What’s a new year resolution that is:
1 Good for the environment
2 Will save you money
3 Will help you lose weight
4 And involves just one small change?
Answer: giving up lattes! You know, those big buckets of brown, hot milk that you need to drink three of each day just to function? Crucially, giving up lattes is not the same as giving up coffee. That is next level. But giving up milk in your coffee can have a big effect on a whole range of areas.
Take the money and calories you’ll save. If you buy three small full-cream lattes a day at $4 a latte, you’re spending $84 a week and adding (at about 130 calories a latte) 2,730 calories a week. Giving up milky coffee is the equivalent of having an extra day of calories spare each week.
Of course if you buy all your long blacks, the financial saving will be cancelled out, but the calorie saving will still be massive.
But black coffee is easier to make at home and transport in a flask than making a cafe-quality latte. You could save close to $4,000 a year by bringing a flask from home, even counting the price of beans.
Then there’s the environmental costs. A recent Guardian article pulled no punches. It called dairy “a disaster” and said: “A glass of dairy milk produces almost three times more greenhouse gas than any plant-based milk.”
Milk substitutes have their problems. Almond milk is bad for bees, rice milk sucks up a lot of water, and large swathes of rainforest in the Amazon have been burned to make way for soy farms. Could the answer just be to go black?
And how easy is it to give up milk in your coffee?
As a descendant of dairy farmers who has enjoyed cow’s milk daily all my life, the task appeared daunting. Week one, and the hardest part was retraining my palate. I made black coffee at home in a plunger (unenjoyable – either too weak or too strong, felt like an incomplete beverage), and then got long blacks or double espressos in cafes when I was out (also unenjoyable, felt wrong). My first double espresso tasted like swallowing a small cup of tar.
Whatever way I made it the coffee was too hot and bitter. First thing in the morning, black coffee seemed harsh and acidic – it burnt my tongue. I missed lattes! Part of it was psychological. I wanted to be lulled into the day with a cup of warm milk (yet paradoxically also woken with a shot of coffee). My milky morning coffee had become such a ritual and going without it felt like a day that got off to a bad start.
I asked Twitter for advice.
Some suggested making the transition slowly via the macchiato road; others recommended milder cold brews.
“Maybe try a short macchiato or just one milk coffee for a few days until you get used to the black stuff. Years ago, I switched to one milk coffee per day. My stomach/digestion was way better & I lost weight – felt like a great thing to do”

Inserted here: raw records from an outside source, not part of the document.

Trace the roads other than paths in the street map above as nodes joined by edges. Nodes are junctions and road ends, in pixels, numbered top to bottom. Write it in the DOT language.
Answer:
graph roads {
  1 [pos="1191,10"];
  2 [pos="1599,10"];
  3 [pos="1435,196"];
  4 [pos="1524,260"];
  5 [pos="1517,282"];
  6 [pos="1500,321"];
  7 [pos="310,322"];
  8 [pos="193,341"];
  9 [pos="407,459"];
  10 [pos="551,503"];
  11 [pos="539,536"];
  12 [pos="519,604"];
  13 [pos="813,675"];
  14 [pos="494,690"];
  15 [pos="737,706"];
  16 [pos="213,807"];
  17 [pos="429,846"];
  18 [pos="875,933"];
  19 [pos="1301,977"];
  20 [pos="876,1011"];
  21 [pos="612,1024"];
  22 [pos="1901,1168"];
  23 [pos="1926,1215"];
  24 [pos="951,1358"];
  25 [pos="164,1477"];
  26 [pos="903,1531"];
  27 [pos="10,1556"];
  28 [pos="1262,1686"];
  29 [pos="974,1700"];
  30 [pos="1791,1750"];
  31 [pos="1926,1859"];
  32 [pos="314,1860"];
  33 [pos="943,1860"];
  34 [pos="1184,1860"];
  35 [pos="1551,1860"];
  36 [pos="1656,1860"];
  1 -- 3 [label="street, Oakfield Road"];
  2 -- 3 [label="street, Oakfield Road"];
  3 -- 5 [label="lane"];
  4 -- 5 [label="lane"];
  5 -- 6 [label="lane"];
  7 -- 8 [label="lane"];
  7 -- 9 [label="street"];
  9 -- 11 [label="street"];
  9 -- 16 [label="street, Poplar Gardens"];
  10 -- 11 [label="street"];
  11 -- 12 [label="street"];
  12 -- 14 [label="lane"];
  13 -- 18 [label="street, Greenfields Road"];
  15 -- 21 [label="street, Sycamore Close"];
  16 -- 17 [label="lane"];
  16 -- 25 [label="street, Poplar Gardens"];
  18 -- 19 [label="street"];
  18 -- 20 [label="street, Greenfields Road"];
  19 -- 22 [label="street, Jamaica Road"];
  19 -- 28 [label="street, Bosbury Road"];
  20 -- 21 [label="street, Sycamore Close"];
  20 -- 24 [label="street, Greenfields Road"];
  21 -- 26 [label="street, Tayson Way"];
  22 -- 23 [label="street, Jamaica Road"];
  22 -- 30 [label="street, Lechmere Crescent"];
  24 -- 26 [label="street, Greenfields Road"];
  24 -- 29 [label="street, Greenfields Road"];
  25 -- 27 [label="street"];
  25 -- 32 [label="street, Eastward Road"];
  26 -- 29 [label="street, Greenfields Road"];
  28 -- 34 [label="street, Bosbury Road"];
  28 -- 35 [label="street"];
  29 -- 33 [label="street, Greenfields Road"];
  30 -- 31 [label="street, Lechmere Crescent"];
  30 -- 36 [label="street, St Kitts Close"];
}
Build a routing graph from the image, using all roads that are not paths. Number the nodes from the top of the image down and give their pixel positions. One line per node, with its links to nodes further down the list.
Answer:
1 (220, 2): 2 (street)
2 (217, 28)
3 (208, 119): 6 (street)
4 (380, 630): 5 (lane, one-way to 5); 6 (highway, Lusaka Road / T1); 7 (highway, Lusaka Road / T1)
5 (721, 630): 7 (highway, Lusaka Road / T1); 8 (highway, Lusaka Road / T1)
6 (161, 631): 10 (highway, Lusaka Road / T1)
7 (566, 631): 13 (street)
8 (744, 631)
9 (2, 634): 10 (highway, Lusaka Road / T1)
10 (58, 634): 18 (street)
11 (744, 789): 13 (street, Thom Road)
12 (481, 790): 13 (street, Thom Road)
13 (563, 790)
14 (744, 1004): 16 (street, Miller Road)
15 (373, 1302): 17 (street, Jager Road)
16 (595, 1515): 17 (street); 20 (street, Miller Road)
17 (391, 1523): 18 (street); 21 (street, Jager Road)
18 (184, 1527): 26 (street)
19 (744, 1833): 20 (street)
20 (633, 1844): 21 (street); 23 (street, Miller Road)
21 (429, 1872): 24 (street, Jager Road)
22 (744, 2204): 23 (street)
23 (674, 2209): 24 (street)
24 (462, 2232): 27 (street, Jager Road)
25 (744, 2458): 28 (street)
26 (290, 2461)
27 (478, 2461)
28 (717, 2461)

Advice for weaning yourself off lattes and flat whites came thick and fast and included adding a bit of sugar to your coffee to remove the bitterness, then gradually cutting out the sugar, or having your coffee with a chocolate.
“Well I don’t know if this is ‘better’ but it will help you associate it with a nice taste – have something sweet with it. Like a Lindt ball or something small. The sweet + bitter is yum and it’s actually the same calories overall as a latte.”
People advised it took between three and 14 days to adjust your palate to black coffee.
By day three I had started drinking a pour-over that I bought in Osaka. The night before I would make a pot of black coffee, put it in the fridge and have a cold brew with ice in the morning.
I don’t know why I found cold brew more palatable, but it seems gentler first thing in the morning than an espresso.
Now, five weeks in, I have become a black coffee drinker. If I have a craving to take the edge off the bitterness, I’ll have a macchiato. But largely the change has stuck.
This week I tried a flat white, just to see what I was missing – it tasted … weird, wrong somehow.
Trading lattes for long blacks once seemed impossible. But five weeks in the transition has gone well. I am saving money, feel less bloated, am consuming fewer calories and have made a lifestyle change that is good for the environment.